CD133; EpCAM; Colorectal cancer; Colon cancer stem cells; Flow cytometry
Colorectal cancer is ranked globally as the third most diagnosed cancer, and as a leading cause of cancer-related deaths . In recent years, it has been hypothesised that cancer stem cells are the basis for both the development of solid tumours and their continuance. It is suggested by the cancer stem cell (CSC) model that a unique subgroup of tumour resident cells are pluripotent and can give rise to the heterogeneous cell populations that constitute a tumour, through continued cycles of self-renewal and differentiation [2-4]. Stem cells isolated from colorectal cancer express a number of stem cell-specific surface markers, including amongst others, CD133, Epithelial cell adhesion molecule (EpCAM), CD44, CD166, and CD94f [4,5]. In the present study, CD133 and EpCAM expression were evaluated in colorectal adenocarcinoma cell lines, representative of early, mid and late stage colorectal tumours.
Besides being a marker for colorectal cancer stem cells, CD133 has been identified as a stem cell marker in a number of other solid tumours, including brain, liver, ovarian, lung, pancreas, prostate and skin cancers [6-8]. CD133 is a pentaspan trans-membrane protein that is detected by an antibody binding to its two glycosylated extracellular moieties [9,10]. Whilst its function is not clearly understood, this glycoprotein is localised to cell membrane protrusions and microvilli, where it associates with cholesterol domains, suggesting a functional role in membrane transport processes [11,12].
Similarly, to CD133, EpCAM or CD326 is a trans-membrane protein expressed in epithelial cells, having both extracellular and intracytoplasmic domains, but with a single trans-membrane domain; and the extracellular domain containing two EGF-like repeats . Functionally, it is associated with the regulation of calcium independent, cadherin mediated homophilic cell adhesion.

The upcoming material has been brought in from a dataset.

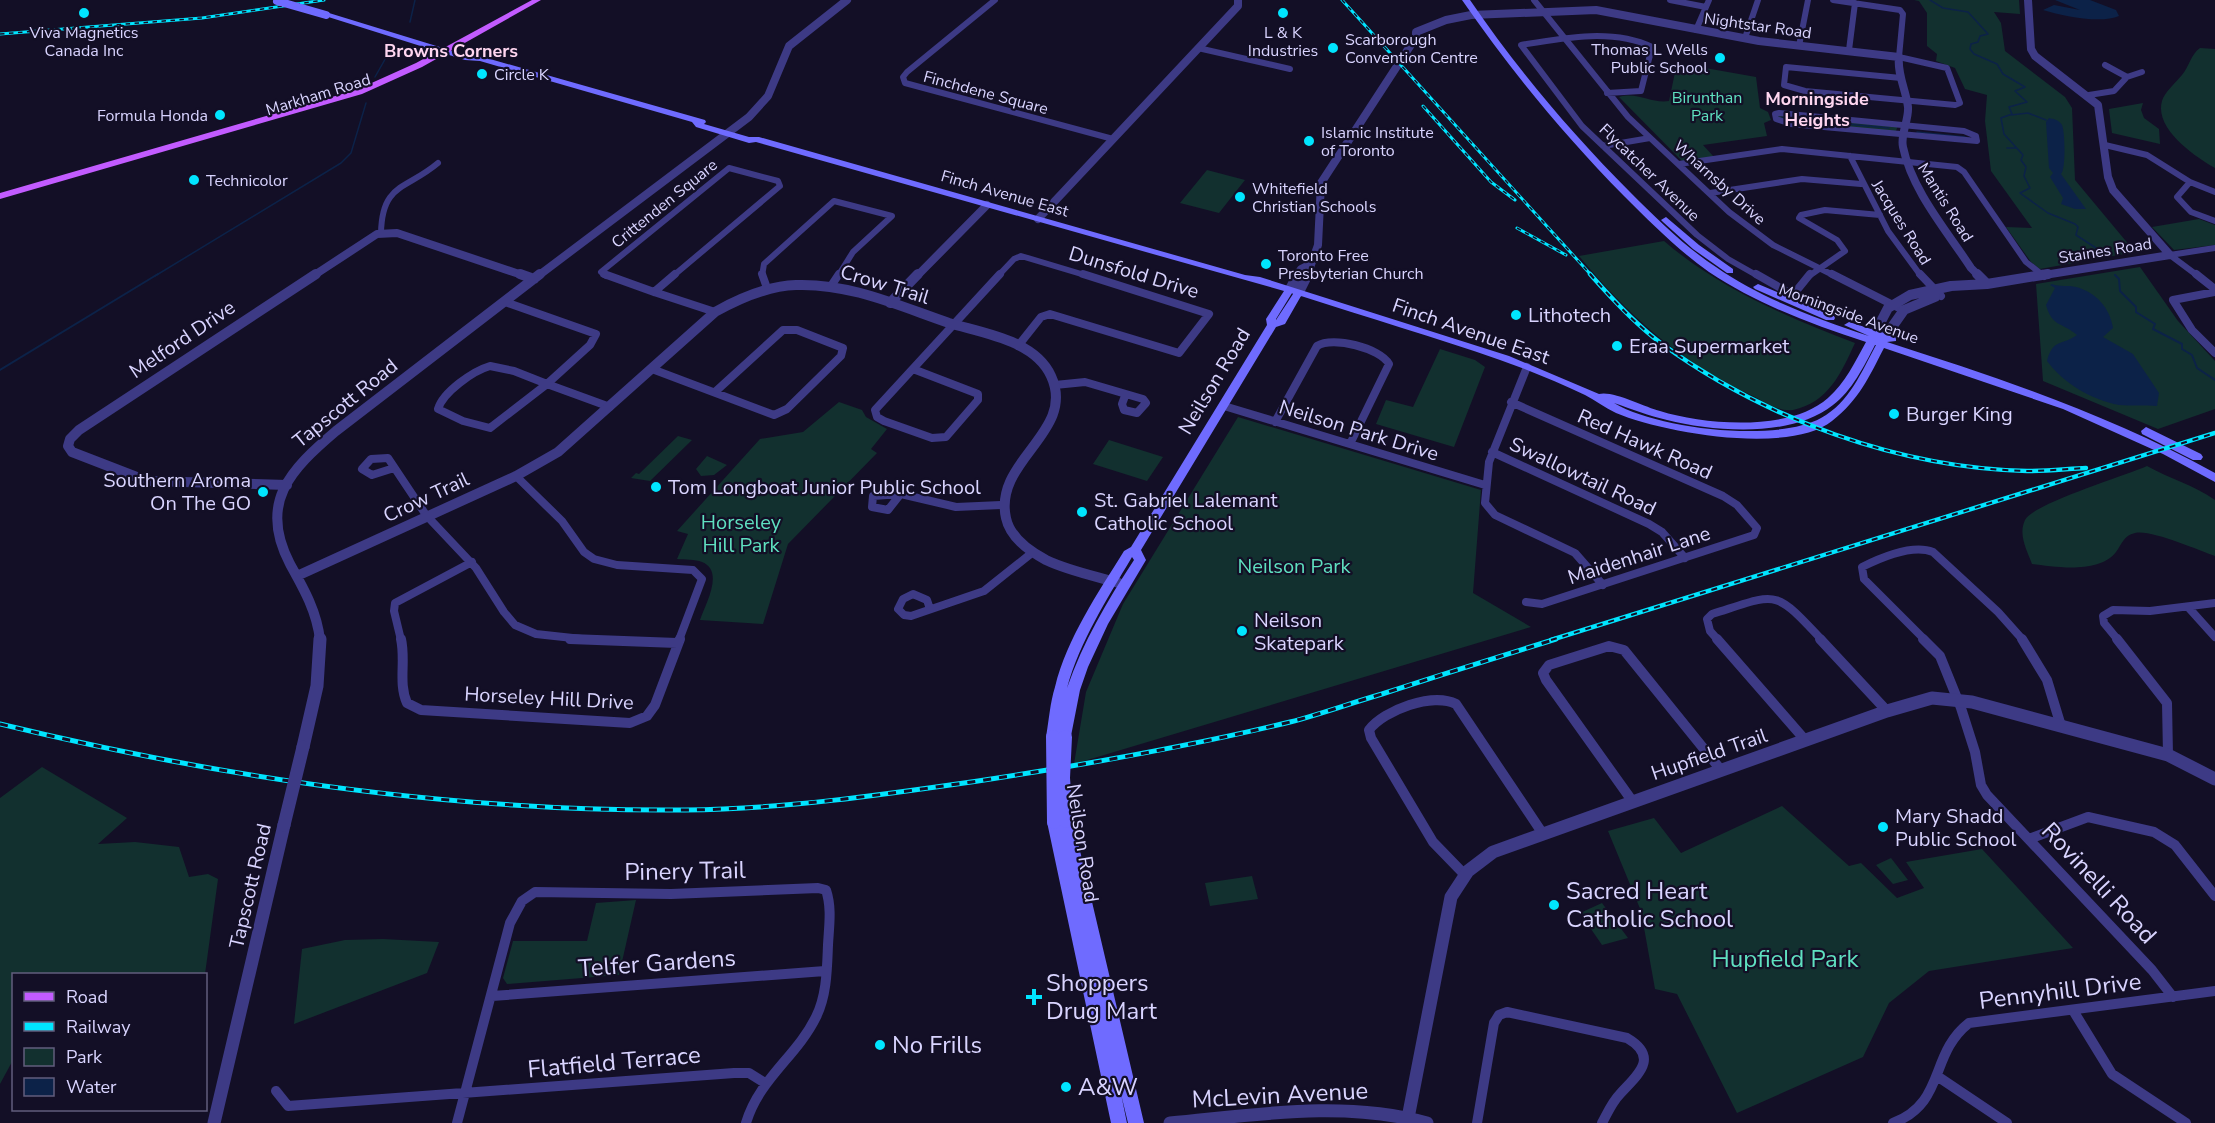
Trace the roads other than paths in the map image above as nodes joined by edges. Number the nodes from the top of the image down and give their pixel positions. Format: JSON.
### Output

EpCAM originally identified as a highly expressed cell surface marker on human colon carcinoma cells is also associated with a number of other rapidly proliferating carcinomas . Moreover, raised expression levels of EpCAM have been linked with cellular de-differentiation and proliferation of tumour cells  with an associated increase in oncogenic c-myc expression .

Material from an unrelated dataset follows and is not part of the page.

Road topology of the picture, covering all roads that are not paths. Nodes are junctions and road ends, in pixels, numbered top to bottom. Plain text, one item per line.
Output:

As evidence indicates that CSCs are metastatic, highly drug resistant, and cause tumour relapse even after chemotherapy, they therefore present as novel targets in cancer therapy [2,17]. In the present study, the likely presence of CSC populations are evaluated in human adenocarcinoma cell lines originally established from early, mid- and late stage colon cancers, respectively. Here using flow cytometry, the co-expression of two cancer stem cell surface markers, CD133 and EpCAM are assessed in cells derived from each of the SW1116, HT29 and DLD1 cell lines. In this study, we hypothesise that the expression of these two cancer stem cell markers CD133 and EpCAM, increase with metastatic stage.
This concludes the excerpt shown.